> Task
The entries below should be quoted exactly, with no pictures carried over.

> Source records

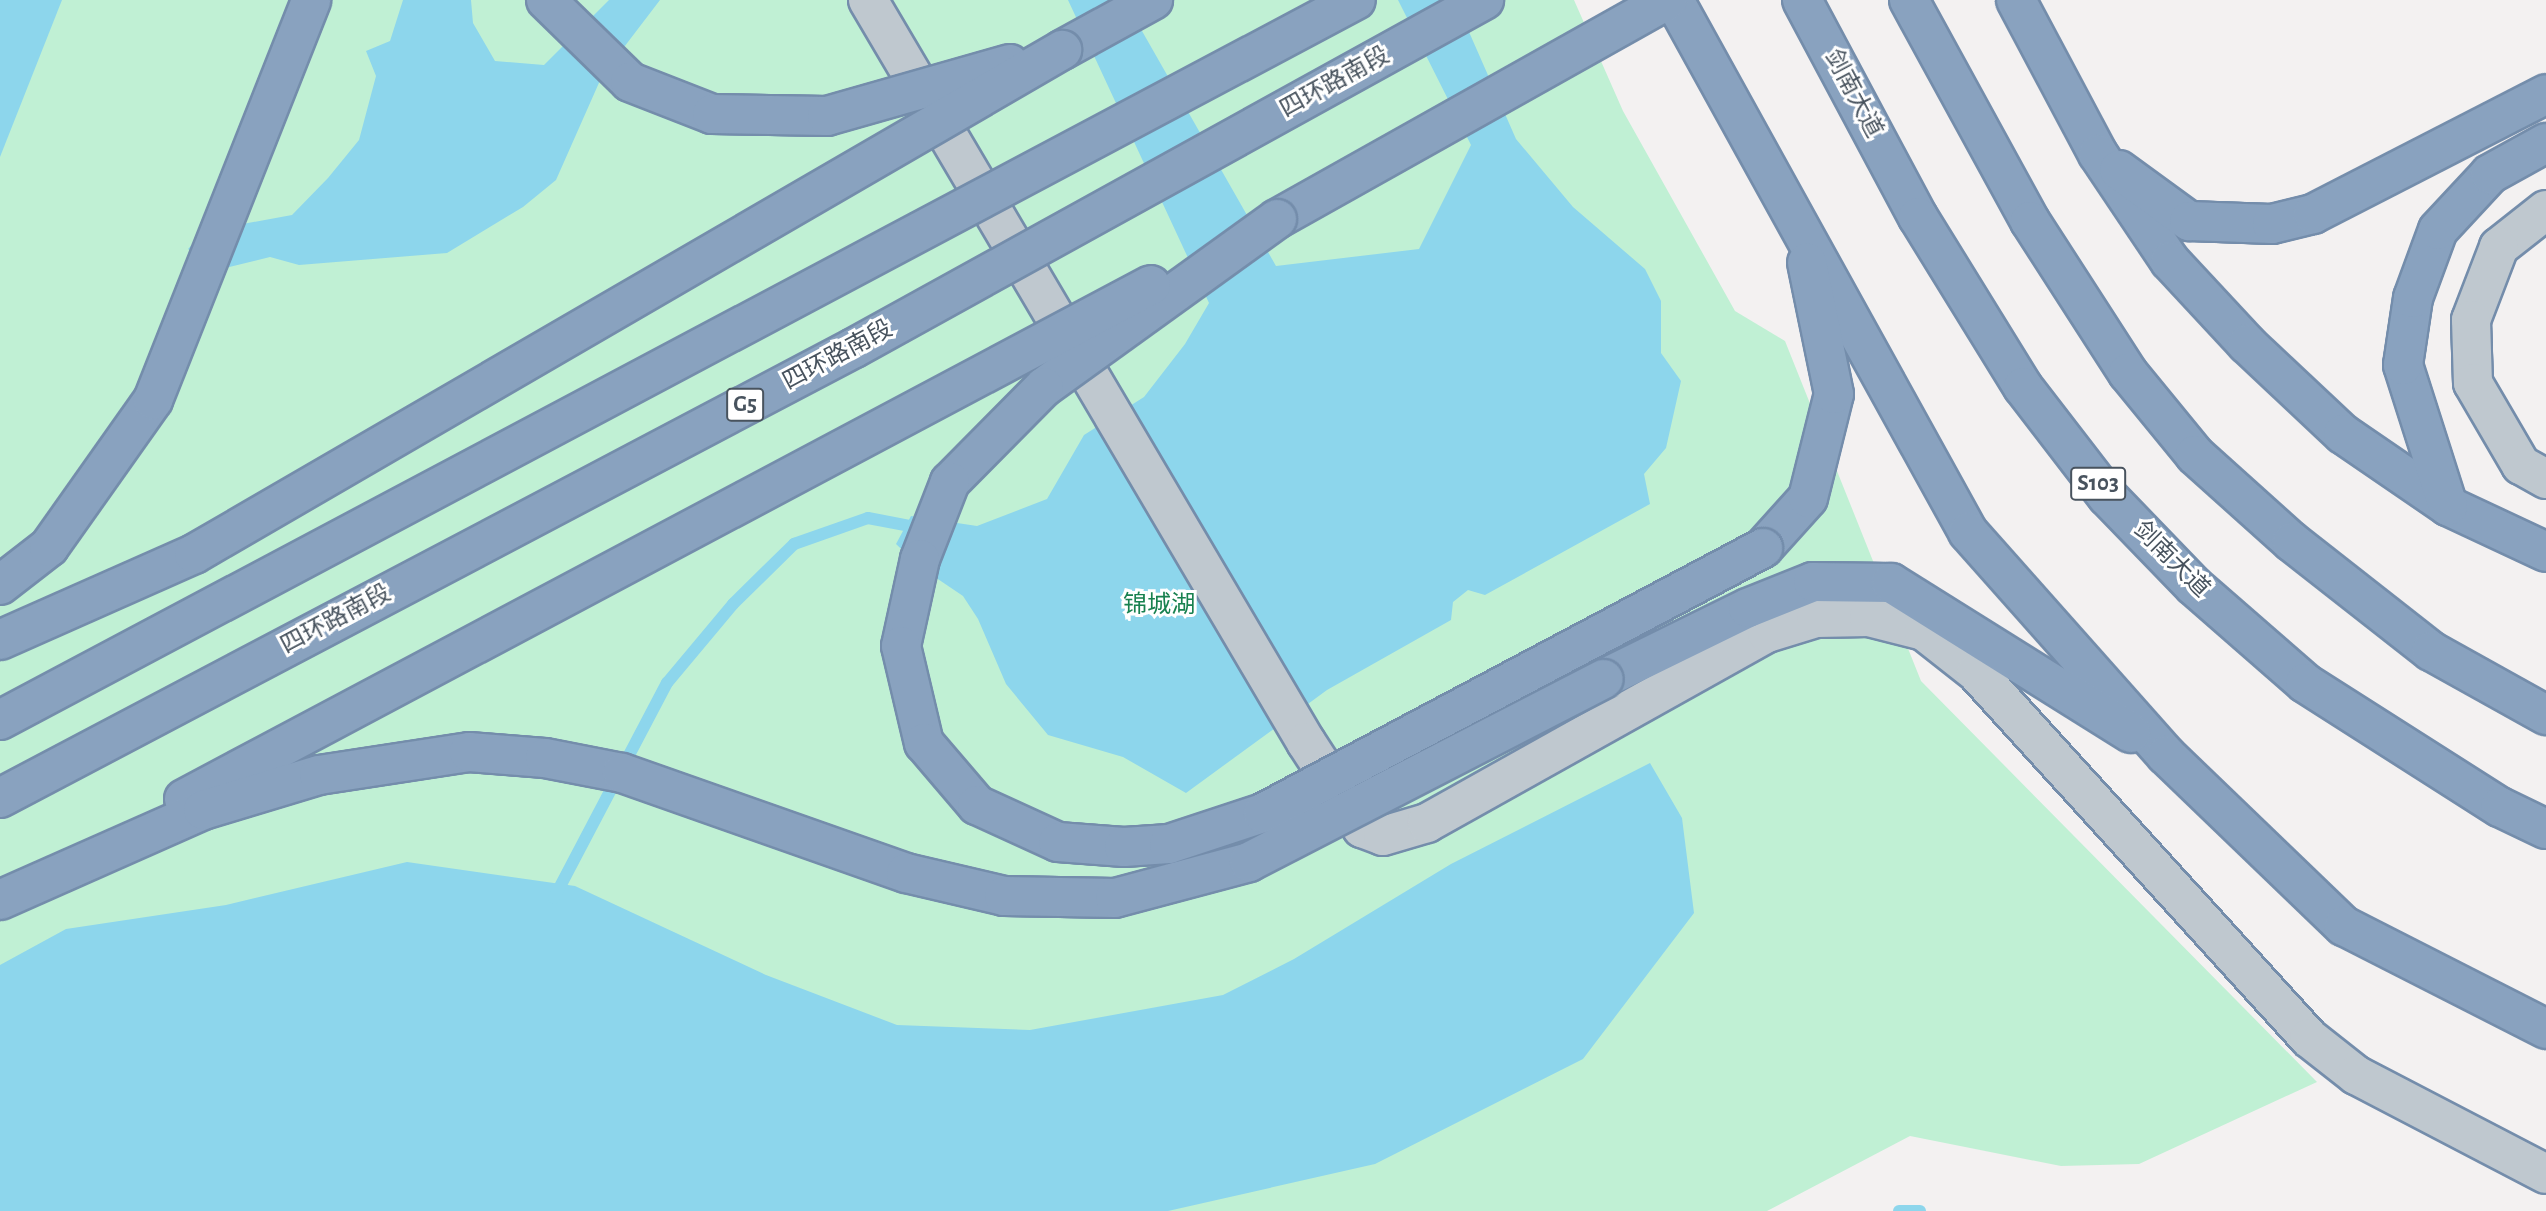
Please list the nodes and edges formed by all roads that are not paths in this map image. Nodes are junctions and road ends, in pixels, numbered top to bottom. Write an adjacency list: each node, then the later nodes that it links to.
1 (311, 0): 22 (highway)
2 (546, 0): 12 (highway, bridge)
3 (1153, 0): 12 (highway)
4 (1356, 0): 25 (highway, bridge)
5 (1484, 0): 27 (highway, 四环路南段 / G5, bridge)
6 (1668, 0): 17 (highway)
7 (1674, 0): 18 (highway)
8 (1802, 0): 28 (highway, 剑南大道 / S103)
9 (1909, 0): 24 (highway)
10 (2016, 0): 15 (highway)
11 (872, 7): 31 (street)
12 (1062, 50): 23 (highway, bridge)
13 (2546, 94): 15 (highway)
14 (2546, 143): 20 (highway)
15 (2098, 154): 20 (highway)
16 (2546, 210): 19 (street)
17 (1277, 219): 18 (highway, bridge); 29 (highway, bridge)
18 (1800, 226): 26 (highway)
19 (2546, 479)
20 (2448, 506): 21 (highway)
21 (2546, 552)
22 (0, 584)
23 (0, 640)
24 (2546, 715)
25 (0, 720)
26 (2166, 755): 29 (highway, bridge); 30 (highway)
27 (0, 799)
28 (2546, 829)
29 (5, 898)
30 (2546, 1029)
31 (2546, 1174)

> Expected answer
Please list the nodes and edges formed by all roads that are not paths in this map image. Nodes are junctions and road ends, in pixels, numbered top to bottom. Write an adjacency list: each node, then the later nodes that it links to.
1 (311, 0): 22 (highway)
2 (546, 0): 12 (highway, bridge)
3 (1153, 0): 12 (highway)
4 (1356, 0): 25 (highway, bridge)
5 (1484, 0): 27 (highway, 四环路南段 / G5, bridge)
6 (1668, 0): 17 (highway)
7 (1674, 0): 18 (highway)
8 (1802, 0): 28 (highway, 剑南大道 / S103)
9 (1909, 0): 24 (highway)
10 (2016, 0): 15 (highway)
11 (872, 7): 31 (street)
12 (1062, 50): 23 (highway, bridge)
13 (2546, 94): 15 (highway)
14 (2546, 143): 20 (highway)
15 (2098, 154): 20 (highway)
16 (2546, 210): 19 (street)
17 (1277, 219): 18 (highway, bridge); 29 (highway, bridge)
18 (1800, 226): 26 (highway)
19 (2546, 479)
20 (2448, 506): 21 (highway)
21 (2546, 552)
22 (0, 584)
23 (0, 640)
24 (2546, 715)
25 (0, 720)
26 (2166, 755): 29 (highway, bridge); 30 (highway)
27 (0, 799)
28 (2546, 829)
29 (5, 898)
30 (2546, 1029)
31 (2546, 1174)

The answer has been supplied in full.